Wine is kinda bullshit.

For example, even if you don’t like wine and try to provide some for a party, it’s pretty much impossible.  You go to the liquor store and there are about, oh, 40,000 different bottles of wine to choose from.  I’ll admit there are an awful lot of beers as well, but here’s the difference: I will drink any beer on the market.  I’ve had some bizarre expensive Japanese beer, and I’ve been drunk from King Cobra.  If someone is kind enough to provide the liquids that make me forget my life for precious moments, I’m not going to bash on them.

Wine, on the other hand, is all over the goddamn place.  And people have no qualms not drinking a shitty wine.

Can we get a couple wines that are just universally accepted?  It might not be the best, but if you bring Budweiser to a party, it’ll disappear.  So what’s the Budweiser of wine?

Then, you have to open the fucking bottle, a process so ridiculous it takes more skill than peeing a perfect replica of the Mona Lisa into the snow.  And why would you make something that’s hard to open, but it’s also a staining red liquid in a glass bottle?  How the fuck are you supposed to muscle that? 

Finally, you get the cork out and pick out the pieces of cork that broke off and pour someone a glass.  What do they say every fucking time?  “Oh, that’s a big glass!”  No matter how little you give someone, there’s this little game that goes on where they have to pretend you’re insane for pouring a glass of wine that fills up over half the glass.  And god forbid you drink out of a wine bottle.  That would be insane.  Somehow we can drink beer from a metallic can, which has a lot more effect on flavor than glass bottles, but if you suggest someone drink from a wine bottle, you are just an asshole.

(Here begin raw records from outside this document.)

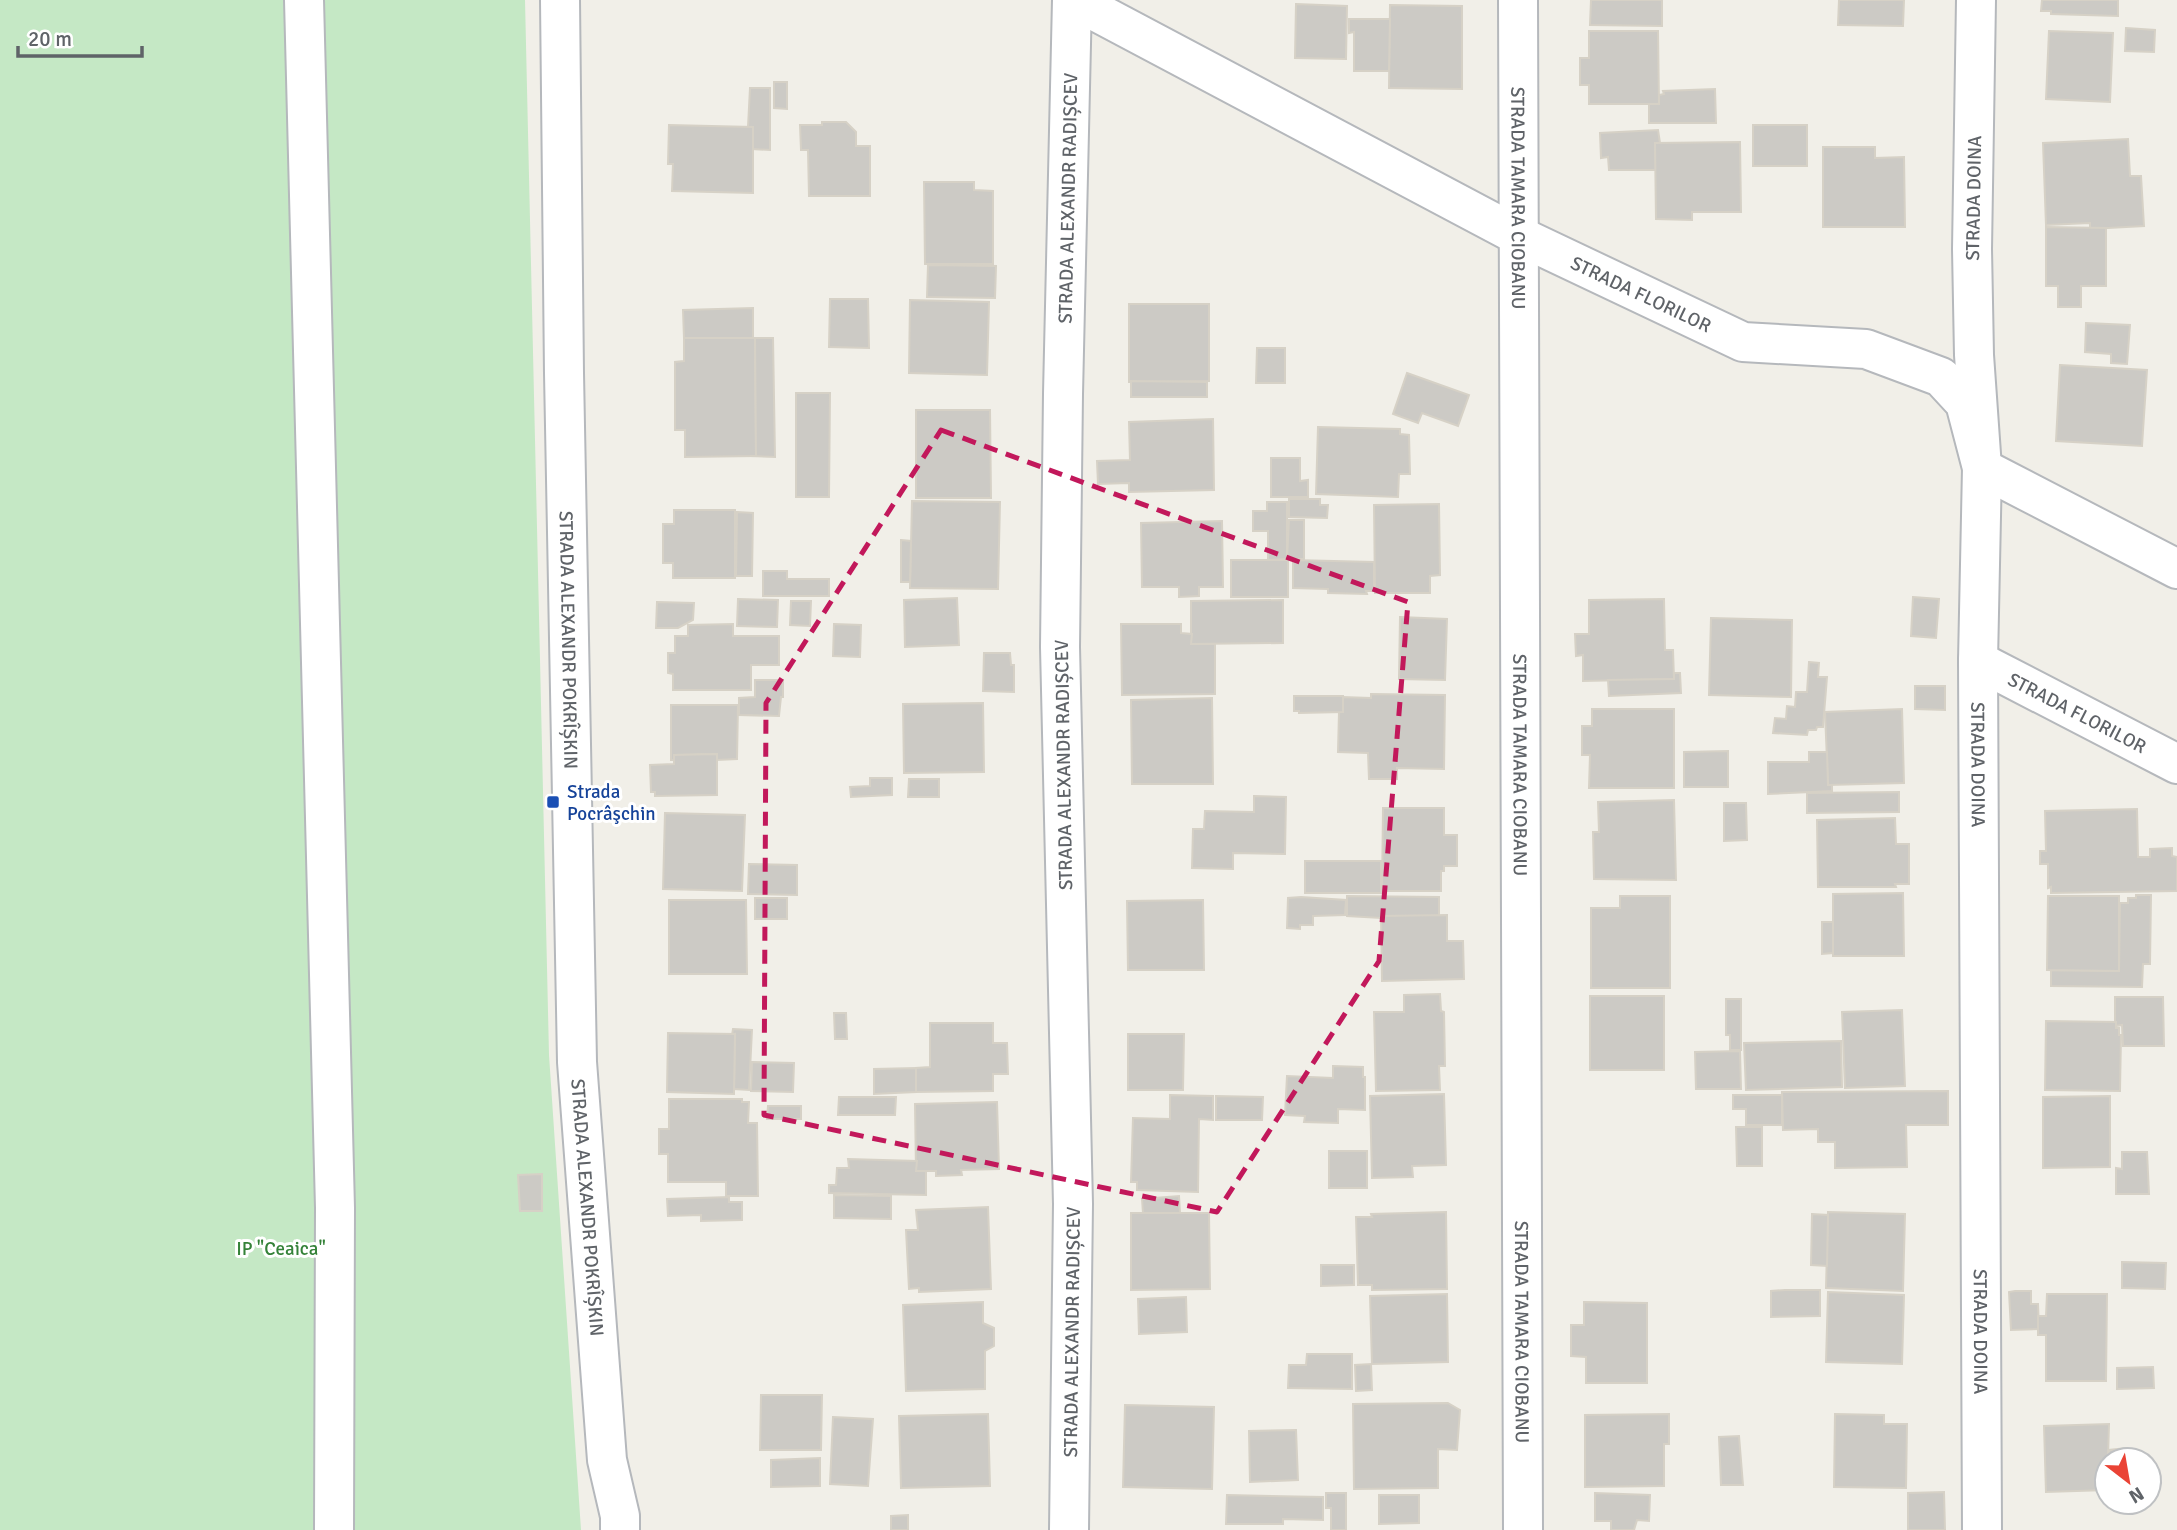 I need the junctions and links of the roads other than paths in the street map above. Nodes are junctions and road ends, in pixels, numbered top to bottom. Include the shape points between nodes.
1 (304, 0) edge
2 (560, 0) edge
3 (1073, 0) edge
4 (1518, 0) edge
5 (1976, 0) edge
6 (1517, 234) junction
7 (1982, 468) junction
8 (2177, 569) edge
9 (1978, 661) junction
10 (2177, 764) edge
11 (623, 1525) edge
12 (334, 1530) edge
13 (1069, 1530) edge
14 (1523, 1530) edge
15 (1982, 1530) edge

1 - 12 street via 335,1208
2 - 11 street, STRADA ALEXANDR POKRÎȘKIN via 577,1062 607,1460
3 - 6 street, STRADA FLORILOR
3 - 13 street, STRADA ALEXANDR RADIȘCEV via 1060,634 1073,1204
4 - 6 street, STRADA TAMARA CIOBANU
5 - 7 street, STRADA DOINA via 1972,249
6 - 7 street, STRADA FLORILOR via 1743,342 1866,349 1941,377 1965,403
6 - 14 street, STRADA TAMARA CIOBANU
7 - 8 street
7 - 9 street, STRADA DOINA
9 - 10 street, STRADA FLORILOR
9 - 15 street, STRADA DOINA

And let me tell you something, you winos.  I don’t know much about wine, but I do know two things.  One, sniffing the cork is for losers.  You don’t sniff the wrapper of anything, ever.  You wouldn’t smell the cap from a beer, you wouldn’t open a happy meal and stick the wrapper under your nose, and you don’t need to do that with wine. The flavor information is in the taste.  That’s why you drink it instead of snorting it.  Second, don’t let anyone see you swirling the shit around.  That doesn’t do anything except showing you whether or not the wine sticks to the side of the glass, which tells you about the alcohol content.  But it’s wine, so trust me, you’ll be just fine. 

These wine bottles, while we’re talking wine, have the shittiest labels of all time.  It’s always some fucking chateau in sepia tone with a cursive name over the top.  Wow.  Very impressive.  You know what has great logos?  Whiskey.  You know how you can tell that?  How many companies have ripped off the Jack Daniel’s logo, and how instantly recognizable is it?  Boom.

I’m not saying put a stop to the wine, I’m just saying there’s a time and place, the time being the Shakespeare days and the place being in a mausoleum where you lead a guy down to bury him alive in a crypt room.